• **Collected data entries**
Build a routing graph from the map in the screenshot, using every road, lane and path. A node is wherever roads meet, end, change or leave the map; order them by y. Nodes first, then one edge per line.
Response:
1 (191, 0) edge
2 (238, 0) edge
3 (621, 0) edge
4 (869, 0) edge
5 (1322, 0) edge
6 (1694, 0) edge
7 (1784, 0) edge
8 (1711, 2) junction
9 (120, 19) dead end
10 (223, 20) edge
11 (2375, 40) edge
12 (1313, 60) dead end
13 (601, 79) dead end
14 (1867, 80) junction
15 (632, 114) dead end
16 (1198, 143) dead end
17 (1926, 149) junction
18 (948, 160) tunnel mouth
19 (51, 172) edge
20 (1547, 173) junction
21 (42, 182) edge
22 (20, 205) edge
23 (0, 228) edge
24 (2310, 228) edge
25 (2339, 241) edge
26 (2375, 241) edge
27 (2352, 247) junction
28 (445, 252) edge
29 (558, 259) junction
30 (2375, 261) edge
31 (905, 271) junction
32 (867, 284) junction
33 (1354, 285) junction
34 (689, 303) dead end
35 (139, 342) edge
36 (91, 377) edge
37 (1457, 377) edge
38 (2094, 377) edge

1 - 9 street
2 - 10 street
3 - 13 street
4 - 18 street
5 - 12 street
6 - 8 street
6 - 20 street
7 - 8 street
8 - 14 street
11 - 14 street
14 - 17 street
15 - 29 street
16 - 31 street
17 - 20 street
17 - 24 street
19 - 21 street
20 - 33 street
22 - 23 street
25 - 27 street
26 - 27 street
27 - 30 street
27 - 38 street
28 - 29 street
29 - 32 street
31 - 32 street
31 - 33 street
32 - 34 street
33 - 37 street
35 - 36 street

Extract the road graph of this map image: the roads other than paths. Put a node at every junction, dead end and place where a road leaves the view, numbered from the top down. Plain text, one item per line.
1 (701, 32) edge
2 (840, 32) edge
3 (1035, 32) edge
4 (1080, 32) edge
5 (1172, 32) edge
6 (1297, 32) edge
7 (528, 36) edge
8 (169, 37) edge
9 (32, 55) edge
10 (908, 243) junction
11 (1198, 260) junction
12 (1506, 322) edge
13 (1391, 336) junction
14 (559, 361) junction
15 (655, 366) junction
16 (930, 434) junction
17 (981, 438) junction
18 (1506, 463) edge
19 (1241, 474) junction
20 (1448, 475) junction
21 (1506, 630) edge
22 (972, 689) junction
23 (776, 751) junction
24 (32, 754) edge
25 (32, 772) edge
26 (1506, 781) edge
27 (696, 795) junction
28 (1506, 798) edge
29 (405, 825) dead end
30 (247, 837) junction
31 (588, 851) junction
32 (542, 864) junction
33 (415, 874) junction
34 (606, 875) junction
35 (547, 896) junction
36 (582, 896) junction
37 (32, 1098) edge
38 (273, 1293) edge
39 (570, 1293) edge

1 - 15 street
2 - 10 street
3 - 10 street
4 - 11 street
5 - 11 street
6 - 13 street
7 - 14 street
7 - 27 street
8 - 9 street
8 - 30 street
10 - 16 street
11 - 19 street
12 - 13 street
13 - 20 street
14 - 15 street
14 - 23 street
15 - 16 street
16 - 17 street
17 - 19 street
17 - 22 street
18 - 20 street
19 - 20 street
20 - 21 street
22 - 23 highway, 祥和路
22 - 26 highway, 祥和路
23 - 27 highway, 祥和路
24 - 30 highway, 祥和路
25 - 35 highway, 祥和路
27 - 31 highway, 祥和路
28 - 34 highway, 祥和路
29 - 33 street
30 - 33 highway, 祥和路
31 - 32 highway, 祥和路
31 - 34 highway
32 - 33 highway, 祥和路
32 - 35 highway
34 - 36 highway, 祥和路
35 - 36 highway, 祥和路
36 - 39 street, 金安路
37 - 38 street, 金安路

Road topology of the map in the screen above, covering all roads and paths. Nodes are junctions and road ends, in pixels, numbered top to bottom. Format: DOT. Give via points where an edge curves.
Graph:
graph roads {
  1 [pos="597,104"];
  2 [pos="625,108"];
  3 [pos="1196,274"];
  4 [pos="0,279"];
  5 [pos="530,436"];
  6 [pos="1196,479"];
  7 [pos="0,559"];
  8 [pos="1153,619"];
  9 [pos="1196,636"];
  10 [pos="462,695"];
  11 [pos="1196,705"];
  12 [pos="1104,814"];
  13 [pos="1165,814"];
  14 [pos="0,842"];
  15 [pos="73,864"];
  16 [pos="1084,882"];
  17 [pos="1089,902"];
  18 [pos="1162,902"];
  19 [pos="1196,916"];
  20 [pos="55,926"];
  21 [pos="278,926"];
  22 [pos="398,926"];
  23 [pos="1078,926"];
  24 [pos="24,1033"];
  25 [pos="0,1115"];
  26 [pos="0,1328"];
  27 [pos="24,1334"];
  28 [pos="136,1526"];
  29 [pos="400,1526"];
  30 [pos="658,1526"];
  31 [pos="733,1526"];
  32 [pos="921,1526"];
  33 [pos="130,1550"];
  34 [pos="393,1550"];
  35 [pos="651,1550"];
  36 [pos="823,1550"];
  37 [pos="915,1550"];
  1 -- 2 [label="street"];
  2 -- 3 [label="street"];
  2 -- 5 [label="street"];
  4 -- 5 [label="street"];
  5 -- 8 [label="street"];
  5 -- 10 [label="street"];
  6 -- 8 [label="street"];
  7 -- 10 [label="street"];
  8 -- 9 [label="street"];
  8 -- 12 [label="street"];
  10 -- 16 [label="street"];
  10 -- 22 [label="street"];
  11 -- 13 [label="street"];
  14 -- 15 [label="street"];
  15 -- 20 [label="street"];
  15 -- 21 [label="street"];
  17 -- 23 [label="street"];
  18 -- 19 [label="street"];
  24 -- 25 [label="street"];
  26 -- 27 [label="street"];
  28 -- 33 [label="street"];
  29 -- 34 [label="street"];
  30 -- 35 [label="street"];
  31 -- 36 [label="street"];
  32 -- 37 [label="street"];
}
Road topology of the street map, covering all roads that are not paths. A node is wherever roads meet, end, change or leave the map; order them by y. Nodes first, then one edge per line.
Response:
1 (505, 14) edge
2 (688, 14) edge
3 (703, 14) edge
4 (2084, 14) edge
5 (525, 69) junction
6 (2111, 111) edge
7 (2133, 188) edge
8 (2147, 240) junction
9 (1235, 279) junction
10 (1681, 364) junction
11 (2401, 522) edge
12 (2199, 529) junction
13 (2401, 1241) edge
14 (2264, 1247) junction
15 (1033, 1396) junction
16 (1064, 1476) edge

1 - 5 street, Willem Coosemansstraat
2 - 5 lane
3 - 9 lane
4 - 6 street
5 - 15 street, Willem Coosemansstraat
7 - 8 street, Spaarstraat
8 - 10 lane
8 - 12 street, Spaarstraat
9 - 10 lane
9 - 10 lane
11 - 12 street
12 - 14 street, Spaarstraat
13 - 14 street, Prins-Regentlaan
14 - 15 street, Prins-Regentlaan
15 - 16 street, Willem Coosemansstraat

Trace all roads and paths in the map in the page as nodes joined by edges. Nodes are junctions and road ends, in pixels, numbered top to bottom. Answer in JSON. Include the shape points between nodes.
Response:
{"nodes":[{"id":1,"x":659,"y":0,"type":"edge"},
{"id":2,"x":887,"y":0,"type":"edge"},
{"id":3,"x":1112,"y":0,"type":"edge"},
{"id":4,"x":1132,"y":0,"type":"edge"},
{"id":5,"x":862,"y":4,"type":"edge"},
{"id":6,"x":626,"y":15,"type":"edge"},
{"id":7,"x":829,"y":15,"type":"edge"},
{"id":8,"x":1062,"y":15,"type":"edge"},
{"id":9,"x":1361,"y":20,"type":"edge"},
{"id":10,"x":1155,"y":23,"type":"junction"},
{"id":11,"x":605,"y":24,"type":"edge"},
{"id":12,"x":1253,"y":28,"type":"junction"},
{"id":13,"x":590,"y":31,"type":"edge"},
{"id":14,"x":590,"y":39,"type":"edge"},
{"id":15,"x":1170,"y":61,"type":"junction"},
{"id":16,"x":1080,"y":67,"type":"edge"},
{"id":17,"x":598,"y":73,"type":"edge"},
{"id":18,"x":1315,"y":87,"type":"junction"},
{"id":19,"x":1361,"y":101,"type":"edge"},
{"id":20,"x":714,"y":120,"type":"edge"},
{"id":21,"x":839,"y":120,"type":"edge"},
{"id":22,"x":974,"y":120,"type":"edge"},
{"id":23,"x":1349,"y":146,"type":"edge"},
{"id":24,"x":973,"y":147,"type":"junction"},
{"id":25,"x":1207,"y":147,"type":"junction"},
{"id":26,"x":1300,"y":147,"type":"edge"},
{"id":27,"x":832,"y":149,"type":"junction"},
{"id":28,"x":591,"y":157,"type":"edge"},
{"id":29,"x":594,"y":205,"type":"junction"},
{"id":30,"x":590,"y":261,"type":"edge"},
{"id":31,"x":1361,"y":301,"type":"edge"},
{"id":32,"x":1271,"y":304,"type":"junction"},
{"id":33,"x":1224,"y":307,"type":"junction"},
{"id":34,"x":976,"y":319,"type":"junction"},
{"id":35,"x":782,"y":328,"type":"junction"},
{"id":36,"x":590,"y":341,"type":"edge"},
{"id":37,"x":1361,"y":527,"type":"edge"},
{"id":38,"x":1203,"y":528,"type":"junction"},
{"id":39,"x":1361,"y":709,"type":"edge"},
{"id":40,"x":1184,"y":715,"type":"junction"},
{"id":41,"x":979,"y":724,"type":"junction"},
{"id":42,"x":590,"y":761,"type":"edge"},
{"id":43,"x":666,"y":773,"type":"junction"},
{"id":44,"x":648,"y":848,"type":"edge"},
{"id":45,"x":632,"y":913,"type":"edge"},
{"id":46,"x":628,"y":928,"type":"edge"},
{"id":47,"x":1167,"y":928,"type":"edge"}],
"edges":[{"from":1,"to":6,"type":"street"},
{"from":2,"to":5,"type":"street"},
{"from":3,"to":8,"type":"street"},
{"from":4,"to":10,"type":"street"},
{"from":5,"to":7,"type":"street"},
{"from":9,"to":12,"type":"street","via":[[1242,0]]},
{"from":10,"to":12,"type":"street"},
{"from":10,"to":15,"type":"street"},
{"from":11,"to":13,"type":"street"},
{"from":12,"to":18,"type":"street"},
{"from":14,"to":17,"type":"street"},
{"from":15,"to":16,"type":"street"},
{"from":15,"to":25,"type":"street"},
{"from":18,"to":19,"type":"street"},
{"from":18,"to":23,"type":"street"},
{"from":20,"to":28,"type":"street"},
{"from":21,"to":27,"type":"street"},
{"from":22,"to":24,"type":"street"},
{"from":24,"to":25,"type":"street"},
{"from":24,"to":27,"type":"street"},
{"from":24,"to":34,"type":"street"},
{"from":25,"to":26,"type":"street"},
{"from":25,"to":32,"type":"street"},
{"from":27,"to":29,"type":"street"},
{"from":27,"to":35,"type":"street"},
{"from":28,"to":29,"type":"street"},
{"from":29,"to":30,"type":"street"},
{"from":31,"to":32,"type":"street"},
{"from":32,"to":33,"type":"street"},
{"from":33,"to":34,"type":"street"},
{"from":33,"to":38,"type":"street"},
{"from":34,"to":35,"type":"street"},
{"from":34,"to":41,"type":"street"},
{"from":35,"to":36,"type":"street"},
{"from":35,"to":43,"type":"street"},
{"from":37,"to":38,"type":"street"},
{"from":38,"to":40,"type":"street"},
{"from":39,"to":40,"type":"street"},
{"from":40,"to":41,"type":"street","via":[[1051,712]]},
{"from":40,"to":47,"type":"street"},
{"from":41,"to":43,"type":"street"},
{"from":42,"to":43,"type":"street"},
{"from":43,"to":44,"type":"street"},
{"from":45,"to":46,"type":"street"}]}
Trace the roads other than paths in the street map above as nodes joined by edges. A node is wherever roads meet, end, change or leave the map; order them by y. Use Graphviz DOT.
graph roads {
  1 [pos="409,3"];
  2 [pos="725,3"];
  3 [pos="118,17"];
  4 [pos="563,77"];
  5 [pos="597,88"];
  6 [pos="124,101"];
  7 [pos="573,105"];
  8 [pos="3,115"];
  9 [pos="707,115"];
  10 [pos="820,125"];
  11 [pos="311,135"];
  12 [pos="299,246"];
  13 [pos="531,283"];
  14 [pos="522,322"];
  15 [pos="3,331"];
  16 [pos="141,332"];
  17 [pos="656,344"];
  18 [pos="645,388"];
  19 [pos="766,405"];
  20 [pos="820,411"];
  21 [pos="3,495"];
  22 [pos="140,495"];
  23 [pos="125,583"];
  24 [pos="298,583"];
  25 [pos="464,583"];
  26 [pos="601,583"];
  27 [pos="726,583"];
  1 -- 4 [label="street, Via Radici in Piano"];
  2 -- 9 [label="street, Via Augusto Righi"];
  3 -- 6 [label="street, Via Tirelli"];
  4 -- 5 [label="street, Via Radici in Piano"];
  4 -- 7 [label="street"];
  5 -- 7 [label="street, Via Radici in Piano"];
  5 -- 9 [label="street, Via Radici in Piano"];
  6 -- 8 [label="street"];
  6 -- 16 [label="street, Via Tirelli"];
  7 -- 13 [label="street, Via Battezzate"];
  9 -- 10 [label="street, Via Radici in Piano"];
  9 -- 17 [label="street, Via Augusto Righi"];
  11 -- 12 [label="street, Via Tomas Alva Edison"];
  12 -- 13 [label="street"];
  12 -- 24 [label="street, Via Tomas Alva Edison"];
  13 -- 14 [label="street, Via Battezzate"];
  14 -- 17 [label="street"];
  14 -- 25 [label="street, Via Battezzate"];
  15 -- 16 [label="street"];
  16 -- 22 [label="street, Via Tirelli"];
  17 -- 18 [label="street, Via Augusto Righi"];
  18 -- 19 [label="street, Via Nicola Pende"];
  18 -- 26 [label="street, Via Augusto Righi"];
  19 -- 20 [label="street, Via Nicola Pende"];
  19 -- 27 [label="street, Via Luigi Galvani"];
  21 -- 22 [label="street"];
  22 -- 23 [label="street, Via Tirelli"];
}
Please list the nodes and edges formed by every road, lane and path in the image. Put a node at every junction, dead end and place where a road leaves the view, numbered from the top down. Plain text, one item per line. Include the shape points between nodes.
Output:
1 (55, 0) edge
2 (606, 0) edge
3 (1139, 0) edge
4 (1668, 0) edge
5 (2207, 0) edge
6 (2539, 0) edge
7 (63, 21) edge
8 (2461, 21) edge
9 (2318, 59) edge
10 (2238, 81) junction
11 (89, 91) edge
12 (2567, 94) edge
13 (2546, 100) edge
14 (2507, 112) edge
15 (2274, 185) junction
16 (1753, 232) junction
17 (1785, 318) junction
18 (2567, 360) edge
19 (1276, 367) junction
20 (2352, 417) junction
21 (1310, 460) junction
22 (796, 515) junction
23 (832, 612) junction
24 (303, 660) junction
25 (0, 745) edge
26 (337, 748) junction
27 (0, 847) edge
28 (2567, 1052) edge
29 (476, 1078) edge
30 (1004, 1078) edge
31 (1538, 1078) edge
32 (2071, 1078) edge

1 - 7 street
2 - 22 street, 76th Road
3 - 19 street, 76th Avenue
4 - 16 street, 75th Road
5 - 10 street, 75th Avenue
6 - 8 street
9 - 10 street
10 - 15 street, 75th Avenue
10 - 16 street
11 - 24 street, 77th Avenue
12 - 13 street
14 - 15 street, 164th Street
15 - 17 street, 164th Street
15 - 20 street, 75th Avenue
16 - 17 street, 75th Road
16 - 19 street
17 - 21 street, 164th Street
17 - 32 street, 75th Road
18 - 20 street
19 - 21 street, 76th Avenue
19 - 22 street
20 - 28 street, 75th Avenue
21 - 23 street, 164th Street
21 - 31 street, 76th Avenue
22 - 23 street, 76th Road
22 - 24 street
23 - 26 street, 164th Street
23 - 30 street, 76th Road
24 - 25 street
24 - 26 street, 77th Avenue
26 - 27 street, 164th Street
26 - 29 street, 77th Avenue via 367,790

• **Activity**
Search the entries for the word "Nicola" and pick out every line that holds it.

• **Reply to the exercise**
  18 -- 19 [label="street, Via Nicola Pende"];
  19 -- 20 [label="street, Via Nicola Pende"];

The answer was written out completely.